Start of Block

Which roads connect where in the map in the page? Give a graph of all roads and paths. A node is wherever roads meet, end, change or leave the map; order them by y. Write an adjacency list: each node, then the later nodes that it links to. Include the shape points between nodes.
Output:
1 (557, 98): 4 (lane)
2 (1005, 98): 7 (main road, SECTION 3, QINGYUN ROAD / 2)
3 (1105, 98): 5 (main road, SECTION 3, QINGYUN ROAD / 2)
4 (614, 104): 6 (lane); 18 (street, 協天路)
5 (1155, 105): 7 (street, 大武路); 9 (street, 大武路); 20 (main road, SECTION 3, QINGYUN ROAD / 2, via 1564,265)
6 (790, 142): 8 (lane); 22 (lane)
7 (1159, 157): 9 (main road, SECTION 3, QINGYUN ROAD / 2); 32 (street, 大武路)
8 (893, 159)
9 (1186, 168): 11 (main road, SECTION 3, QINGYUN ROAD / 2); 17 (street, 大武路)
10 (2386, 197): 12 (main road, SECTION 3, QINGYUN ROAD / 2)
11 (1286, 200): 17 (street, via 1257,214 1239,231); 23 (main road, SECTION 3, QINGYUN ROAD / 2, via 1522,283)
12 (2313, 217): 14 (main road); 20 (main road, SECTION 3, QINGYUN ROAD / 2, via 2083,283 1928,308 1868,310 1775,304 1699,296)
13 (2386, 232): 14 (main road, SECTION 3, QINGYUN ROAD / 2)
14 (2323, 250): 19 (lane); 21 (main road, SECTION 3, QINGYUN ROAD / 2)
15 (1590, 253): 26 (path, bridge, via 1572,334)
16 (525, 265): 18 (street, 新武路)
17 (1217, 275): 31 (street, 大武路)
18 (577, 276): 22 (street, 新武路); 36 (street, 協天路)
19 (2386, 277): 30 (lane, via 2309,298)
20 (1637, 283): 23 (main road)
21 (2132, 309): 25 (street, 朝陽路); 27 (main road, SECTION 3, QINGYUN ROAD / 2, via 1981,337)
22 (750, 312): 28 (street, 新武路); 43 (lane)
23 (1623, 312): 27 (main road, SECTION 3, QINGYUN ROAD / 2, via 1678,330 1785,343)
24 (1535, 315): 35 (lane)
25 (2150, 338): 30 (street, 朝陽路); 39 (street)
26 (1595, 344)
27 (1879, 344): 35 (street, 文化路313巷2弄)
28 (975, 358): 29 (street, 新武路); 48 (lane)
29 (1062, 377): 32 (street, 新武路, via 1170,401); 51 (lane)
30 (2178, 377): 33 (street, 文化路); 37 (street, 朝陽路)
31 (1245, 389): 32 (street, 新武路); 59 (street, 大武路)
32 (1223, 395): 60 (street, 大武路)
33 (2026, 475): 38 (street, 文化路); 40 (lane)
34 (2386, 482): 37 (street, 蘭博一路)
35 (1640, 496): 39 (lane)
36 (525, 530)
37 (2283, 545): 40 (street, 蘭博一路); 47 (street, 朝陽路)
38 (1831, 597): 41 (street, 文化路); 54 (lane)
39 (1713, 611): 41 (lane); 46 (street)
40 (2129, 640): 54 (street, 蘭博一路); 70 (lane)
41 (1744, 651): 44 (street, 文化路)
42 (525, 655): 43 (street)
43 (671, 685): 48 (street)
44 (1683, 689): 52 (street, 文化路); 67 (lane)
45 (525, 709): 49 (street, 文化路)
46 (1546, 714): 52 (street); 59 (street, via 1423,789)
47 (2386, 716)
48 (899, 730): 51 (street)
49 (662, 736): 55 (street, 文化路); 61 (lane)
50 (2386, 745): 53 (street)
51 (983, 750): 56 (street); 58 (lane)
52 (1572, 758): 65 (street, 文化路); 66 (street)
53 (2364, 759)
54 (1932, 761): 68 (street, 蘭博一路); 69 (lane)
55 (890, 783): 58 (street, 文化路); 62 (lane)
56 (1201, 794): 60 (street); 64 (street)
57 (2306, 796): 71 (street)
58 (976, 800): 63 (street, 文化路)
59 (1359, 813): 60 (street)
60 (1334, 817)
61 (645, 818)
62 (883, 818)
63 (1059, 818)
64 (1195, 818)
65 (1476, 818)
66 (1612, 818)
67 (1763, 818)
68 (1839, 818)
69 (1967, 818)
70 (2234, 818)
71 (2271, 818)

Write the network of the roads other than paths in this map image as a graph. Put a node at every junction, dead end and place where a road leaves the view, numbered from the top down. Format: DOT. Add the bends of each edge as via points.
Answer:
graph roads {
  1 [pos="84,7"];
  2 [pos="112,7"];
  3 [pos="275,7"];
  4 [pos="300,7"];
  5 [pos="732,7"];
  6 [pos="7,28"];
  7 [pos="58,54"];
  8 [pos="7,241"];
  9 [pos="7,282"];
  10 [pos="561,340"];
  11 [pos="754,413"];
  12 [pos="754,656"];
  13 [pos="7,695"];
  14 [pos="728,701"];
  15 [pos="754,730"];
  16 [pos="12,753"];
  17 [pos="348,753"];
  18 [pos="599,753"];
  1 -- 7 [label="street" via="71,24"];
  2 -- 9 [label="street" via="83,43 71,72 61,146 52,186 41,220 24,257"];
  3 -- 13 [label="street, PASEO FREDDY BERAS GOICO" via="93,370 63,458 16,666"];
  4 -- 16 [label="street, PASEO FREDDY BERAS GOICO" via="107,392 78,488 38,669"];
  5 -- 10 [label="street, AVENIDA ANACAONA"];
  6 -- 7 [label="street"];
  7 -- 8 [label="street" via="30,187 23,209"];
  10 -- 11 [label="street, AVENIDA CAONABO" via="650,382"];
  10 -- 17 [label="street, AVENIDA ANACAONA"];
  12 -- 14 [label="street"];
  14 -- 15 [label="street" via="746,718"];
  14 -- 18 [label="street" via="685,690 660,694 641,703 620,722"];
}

End of Block

**TASK PROMPT:** Print out the whole of the material above exactly.

**TASK OUTPUT:**
Which roads connect where in the map in the page? Give a graph of all roads and paths. A node is wherever roads meet, end, change or leave the map; order them by y. Write an adjacency list: each node, then the later nodes that it links to. Include the shape points between nodes.
Output:
1 (557, 98): 4 (lane)
2 (1005, 98): 7 (main road, SECTION 3, QINGYUN ROAD / 2)
3 (1105, 98): 5 (main road, SECTION 3, QINGYUN ROAD / 2)
4 (614, 104): 6 (lane); 18 (street, 協天路)
5 (1155, 105): 7 (street, 大武路); 9 (street, 大武路); 20 (main road, SECTION 3, QINGYUN ROAD / 2, via 1564,265)
6 (790, 142): 8 (lane); 22 (lane)
7 (1159, 157): 9 (main road, SECTION 3, QINGYUN ROAD / 2); 32 (street, 大武路)
8 (893, 159)
9 (1186, 168): 11 (main road, SECTION 3, QINGYUN ROAD / 2); 17 (street, 大武路)
10 (2386, 197): 12 (main road, SECTION 3, QINGYUN ROAD / 2)
11 (1286, 200): 17 (street, via 1257,214 1239,231); 23 (main road, SECTION 3, QINGYUN ROAD / 2, via 1522,283)
12 (2313, 217): 14 (main road); 20 (main road, SECTION 3, QINGYUN ROAD / 2, via 2083,283 1928,308 1868,310 1775,304 1699,296)
13 (2386, 232): 14 (main road, SECTION 3, QINGYUN ROAD / 2)
14 (2323, 250): 19 (lane); 21 (main road, SECTION 3, QINGYUN ROAD / 2)
15 (1590, 253): 26 (path, bridge, via 1572,334)
16 (525, 265): 18 (street, 新武路)
17 (1217, 275): 31 (street, 大武路)
18 (577, 276): 22 (street, 新武路); 36 (street, 協天路)
19 (2386, 277): 30 (lane, via 2309,298)
20 (1637, 283): 23 (main road)
21 (2132, 309): 25 (street, 朝陽路); 27 (main road, SECTION 3, QINGYUN ROAD / 2, via 1981,337)
22 (750, 312): 28 (street, 新武路); 43 (lane)
23 (1623, 312): 27 (main road, SECTION 3, QINGYUN ROAD / 2, via 1678,330 1785,343)
24 (1535, 315): 35 (lane)
25 (2150, 338): 30 (street, 朝陽路); 39 (street)
26 (1595, 344)
27 (1879, 344): 35 (street, 文化路313巷2弄)
28 (975, 358): 29 (street, 新武路); 48 (lane)
29 (1062, 377): 32 (street, 新武路, via 1170,401); 51 (lane)
30 (2178, 377): 33 (street, 文化路); 37 (street, 朝陽路)
31 (1245, 389): 32 (street, 新武路); 59 (street, 大武路)
32 (1223, 395): 60 (street, 大武路)
33 (2026, 475): 38 (street, 文化路); 40 (lane)
34 (2386, 482): 37 (street, 蘭博一路)
35 (1640, 496): 39 (lane)
36 (525, 530)
37 (2283, 545): 40 (street, 蘭博一路); 47 (street, 朝陽路)
38 (1831, 597): 41 (street, 文化路); 54 (lane)
39 (1713, 611): 41 (lane); 46 (street)
40 (2129, 640): 54 (street, 蘭博一路); 70 (lane)
41 (1744, 651): 44 (street, 文化路)
42 (525, 655): 43 (street)
43 (671, 685): 48 (street)
44 (1683, 689): 52 (street, 文化路); 67 (lane)
45 (525, 709): 49 (street, 文化路)
46 (1546, 714): 52 (street); 59 (street, via 1423,789)
47 (2386, 716)
48 (899, 730): 51 (street)
49 (662, 736): 55 (street, 文化路); 61 (lane)
50 (2386, 745): 53 (street)
51 (983, 750): 56 (street); 58 (lane)
52 (1572, 758): 65 (street, 文化路); 66 (street)
53 (2364, 759)
54 (1932, 761): 68 (street, 蘭博一路); 69 (lane)
55 (890, 783): 58 (street, 文化路); 62 (lane)
56 (1201, 794): 60 (street); 64 (street)
57 (2306, 796): 71 (street)
58 (976, 800): 63 (street, 文化路)
59 (1359, 813): 60 (street)
60 (1334, 817)
61 (645, 818)
62 (883, 818)
63 (1059, 818)
64 (1195, 818)
65 (1476, 818)
66 (1612, 818)
67 (1763, 818)
68 (1839, 818)
69 (1967, 818)
70 (2234, 818)
71 (2271, 818)

Write the network of the roads other than paths in this map image as a graph. Put a node at every junction, dead end and place where a road leaves the view, numbered from the top down. Format: DOT. Add the bends of each edge as via points.
Answer:
graph roads {
  1 [pos="84,7"];
  2 [pos="112,7"];
  3 [pos="275,7"];
  4 [pos="300,7"];
  5 [pos="732,7"];
  6 [pos="7,28"];
  7 [pos="58,54"];
  8 [pos="7,241"];
  9 [pos="7,282"];
  10 [pos="561,340"];
  11 [pos="754,413"];
  12 [pos="754,656"];
  13 [pos="7,695"];
  14 [pos="728,701"];
  15 [pos="754,730"];
  16 [pos="12,753"];
  17 [pos="348,753"];
  18 [pos="599,753"];
  1 -- 7 [label="street" via="71,24"];
  2 -- 9 [label="street" via="83,43 71,72 61,146 52,186 41,220 24,257"];
  3 -- 13 [label="street, PASEO FREDDY BERAS GOICO" via="93,370 63,458 16,666"];
  4 -- 16 [label="street, PASEO FREDDY BERAS GOICO" via="107,392 78,488 38,669"];
  5 -- 10 [label="street, AVENIDA ANACAONA"];
  6 -- 7 [label="street"];
  7 -- 8 [label="street" via="30,187 23,209"];
  10 -- 11 [label="street, AVENIDA CAONABO" via="650,382"];
  10 -- 17 [label="street, AVENIDA ANACAONA"];
  12 -- 14 [label="street"];
  14 -- 15 [label="street" via="746,718"];
  14 -- 18 [label="street" via="685,690 660,694 641,703 620,722"];
}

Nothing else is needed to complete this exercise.